Data excerpts ->
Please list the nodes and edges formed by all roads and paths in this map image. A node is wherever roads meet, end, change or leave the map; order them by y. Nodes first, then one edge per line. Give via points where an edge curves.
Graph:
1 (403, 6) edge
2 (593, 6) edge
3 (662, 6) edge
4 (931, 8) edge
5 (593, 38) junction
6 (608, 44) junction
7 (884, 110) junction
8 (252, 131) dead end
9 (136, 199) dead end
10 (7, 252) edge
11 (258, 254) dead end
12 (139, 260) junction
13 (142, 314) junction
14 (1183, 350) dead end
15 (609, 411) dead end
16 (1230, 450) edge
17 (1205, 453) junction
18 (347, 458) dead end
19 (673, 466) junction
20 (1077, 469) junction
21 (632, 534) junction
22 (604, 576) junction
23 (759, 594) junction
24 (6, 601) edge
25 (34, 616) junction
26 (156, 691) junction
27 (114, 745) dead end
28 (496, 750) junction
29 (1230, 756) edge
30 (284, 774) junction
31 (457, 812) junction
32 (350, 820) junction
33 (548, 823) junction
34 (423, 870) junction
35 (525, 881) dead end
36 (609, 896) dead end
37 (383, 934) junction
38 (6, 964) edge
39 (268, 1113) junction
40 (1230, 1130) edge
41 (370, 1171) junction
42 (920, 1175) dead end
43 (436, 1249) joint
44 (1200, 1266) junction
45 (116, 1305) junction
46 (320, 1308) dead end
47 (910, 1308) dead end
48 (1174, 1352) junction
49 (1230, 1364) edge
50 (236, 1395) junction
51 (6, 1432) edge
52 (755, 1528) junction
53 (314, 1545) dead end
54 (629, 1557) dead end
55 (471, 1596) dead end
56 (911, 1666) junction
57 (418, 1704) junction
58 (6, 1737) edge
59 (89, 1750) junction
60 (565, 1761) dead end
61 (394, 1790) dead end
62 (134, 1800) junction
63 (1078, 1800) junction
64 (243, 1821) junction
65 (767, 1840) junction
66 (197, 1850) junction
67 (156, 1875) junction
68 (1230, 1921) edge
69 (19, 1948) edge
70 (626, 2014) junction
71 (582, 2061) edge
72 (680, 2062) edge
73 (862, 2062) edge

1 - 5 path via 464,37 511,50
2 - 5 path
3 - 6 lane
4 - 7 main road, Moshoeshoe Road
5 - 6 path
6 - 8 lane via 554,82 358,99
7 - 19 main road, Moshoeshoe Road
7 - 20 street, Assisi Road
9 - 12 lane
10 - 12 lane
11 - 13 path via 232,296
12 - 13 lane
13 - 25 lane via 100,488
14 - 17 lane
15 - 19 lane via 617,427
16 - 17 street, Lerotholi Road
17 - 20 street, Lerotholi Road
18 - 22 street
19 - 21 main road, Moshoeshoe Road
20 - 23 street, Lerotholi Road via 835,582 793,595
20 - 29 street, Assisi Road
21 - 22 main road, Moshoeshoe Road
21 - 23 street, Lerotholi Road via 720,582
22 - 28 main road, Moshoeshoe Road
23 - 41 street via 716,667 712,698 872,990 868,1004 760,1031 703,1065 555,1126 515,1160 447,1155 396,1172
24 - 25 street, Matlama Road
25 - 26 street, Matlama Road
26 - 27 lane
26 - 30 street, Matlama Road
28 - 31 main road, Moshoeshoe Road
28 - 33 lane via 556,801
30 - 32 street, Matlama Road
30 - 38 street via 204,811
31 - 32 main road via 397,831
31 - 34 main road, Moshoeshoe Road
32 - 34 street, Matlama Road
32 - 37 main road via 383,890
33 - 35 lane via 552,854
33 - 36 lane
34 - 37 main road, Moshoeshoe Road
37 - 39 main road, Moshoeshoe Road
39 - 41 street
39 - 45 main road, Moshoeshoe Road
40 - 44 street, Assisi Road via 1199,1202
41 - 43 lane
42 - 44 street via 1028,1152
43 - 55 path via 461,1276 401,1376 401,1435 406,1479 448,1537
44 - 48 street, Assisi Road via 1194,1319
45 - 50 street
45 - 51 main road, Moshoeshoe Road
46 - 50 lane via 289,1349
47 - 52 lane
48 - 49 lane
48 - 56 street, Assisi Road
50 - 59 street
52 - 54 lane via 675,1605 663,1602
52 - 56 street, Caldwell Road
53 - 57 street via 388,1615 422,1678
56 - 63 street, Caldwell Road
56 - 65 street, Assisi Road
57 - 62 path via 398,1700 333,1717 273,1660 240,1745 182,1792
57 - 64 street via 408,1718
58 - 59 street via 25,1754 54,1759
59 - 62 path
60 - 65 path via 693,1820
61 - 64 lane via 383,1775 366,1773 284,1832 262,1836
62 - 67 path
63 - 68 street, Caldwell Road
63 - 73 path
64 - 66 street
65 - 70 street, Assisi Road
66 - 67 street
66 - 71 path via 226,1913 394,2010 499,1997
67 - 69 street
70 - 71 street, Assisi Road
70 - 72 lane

Instructions to follow -> Repeat every record above precisely.

Response to the exercise ->
Please list the nodes and edges formed by all roads and paths in this map image. A node is wherever roads meet, end, change or leave the map; order them by y. Nodes first, then one edge per line. Give via points where an edge curves.
Graph:
1 (403, 6) edge
2 (593, 6) edge
3 (662, 6) edge
4 (931, 8) edge
5 (593, 38) junction
6 (608, 44) junction
7 (884, 110) junction
8 (252, 131) dead end
9 (136, 199) dead end
10 (7, 252) edge
11 (258, 254) dead end
12 (139, 260) junction
13 (142, 314) junction
14 (1183, 350) dead end
15 (609, 411) dead end
16 (1230, 450) edge
17 (1205, 453) junction
18 (347, 458) dead end
19 (673, 466) junction
20 (1077, 469) junction
21 (632, 534) junction
22 (604, 576) junction
23 (759, 594) junction
24 (6, 601) edge
25 (34, 616) junction
26 (156, 691) junction
27 (114, 745) dead end
28 (496, 750) junction
29 (1230, 756) edge
30 (284, 774) junction
31 (457, 812) junction
32 (350, 820) junction
33 (548, 823) junction
34 (423, 870) junction
35 (525, 881) dead end
36 (609, 896) dead end
37 (383, 934) junction
38 (6, 964) edge
39 (268, 1113) junction
40 (1230, 1130) edge
41 (370, 1171) junction
42 (920, 1175) dead end
43 (436, 1249) joint
44 (1200, 1266) junction
45 (116, 1305) junction
46 (320, 1308) dead end
47 (910, 1308) dead end
48 (1174, 1352) junction
49 (1230, 1364) edge
50 (236, 1395) junction
51 (6, 1432) edge
52 (755, 1528) junction
53 (314, 1545) dead end
54 (629, 1557) dead end
55 (471, 1596) dead end
56 (911, 1666) junction
57 (418, 1704) junction
58 (6, 1737) edge
59 (89, 1750) junction
60 (565, 1761) dead end
61 (394, 1790) dead end
62 (134, 1800) junction
63 (1078, 1800) junction
64 (243, 1821) junction
65 (767, 1840) junction
66 (197, 1850) junction
67 (156, 1875) junction
68 (1230, 1921) edge
69 (19, 1948) edge
70 (626, 2014) junction
71 (582, 2061) edge
72 (680, 2062) edge
73 (862, 2062) edge

1 - 5 path via 464,37 511,50
2 - 5 path
3 - 6 lane
4 - 7 main road, Moshoeshoe Road
5 - 6 path
6 - 8 lane via 554,82 358,99
7 - 19 main road, Moshoeshoe Road
7 - 20 street, Assisi Road
9 - 12 lane
10 - 12 lane
11 - 13 path via 232,296
12 - 13 lane
13 - 25 lane via 100,488
14 - 17 lane
15 - 19 lane via 617,427
16 - 17 street, Lerotholi Road
17 - 20 street, Lerotholi Road
18 - 22 street
19 - 21 main road, Moshoeshoe Road
20 - 23 street, Lerotholi Road via 835,582 793,595
20 - 29 street, Assisi Road
21 - 22 main road, Moshoeshoe Road
21 - 23 street, Lerotholi Road via 720,582
22 - 28 main road, Moshoeshoe Road
23 - 41 street via 716,667 712,698 872,990 868,1004 760,1031 703,1065 555,1126 515,1160 447,1155 396,1172
24 - 25 street, Matlama Road
25 - 26 street, Matlama Road
26 - 27 lane
26 - 30 street, Matlama Road
28 - 31 main road, Moshoeshoe Road
28 - 33 lane via 556,801
30 - 32 street, Matlama Road
30 - 38 street via 204,811
31 - 32 main road via 397,831
31 - 34 main road, Moshoeshoe Road
32 - 34 street, Matlama Road
32 - 37 main road via 383,890
33 - 35 lane via 552,854
33 - 36 lane
34 - 37 main road, Moshoeshoe Road
37 - 39 main road, Moshoeshoe Road
39 - 41 street
39 - 45 main road, Moshoeshoe Road
40 - 44 street, Assisi Road via 1199,1202
41 - 43 lane
42 - 44 street via 1028,1152
43 - 55 path via 461,1276 401,1376 401,1435 406,1479 448,1537
44 - 48 street, Assisi Road via 1194,1319
45 - 50 street
45 - 51 main road, Moshoeshoe Road
46 - 50 lane via 289,1349
47 - 52 lane
48 - 49 lane
48 - 56 street, Assisi Road
50 - 59 street
52 - 54 lane via 675,1605 663,1602
52 - 56 street, Caldwell Road
53 - 57 street via 388,1615 422,1678
56 - 63 street, Caldwell Road
56 - 65 street, Assisi Road
57 - 62 path via 398,1700 333,1717 273,1660 240,1745 182,1792
57 - 64 street via 408,1718
58 - 59 street via 25,1754 54,1759
59 - 62 path
60 - 65 path via 693,1820
61 - 64 lane via 383,1775 366,1773 284,1832 262,1836
62 - 67 path
63 - 68 street, Caldwell Road
63 - 73 path
64 - 66 street
65 - 70 street, Assisi Road
66 - 67 street
66 - 71 path via 226,1913 394,2010 499,1997
67 - 69 street
70 - 71 street, Assisi Road
70 - 72 lane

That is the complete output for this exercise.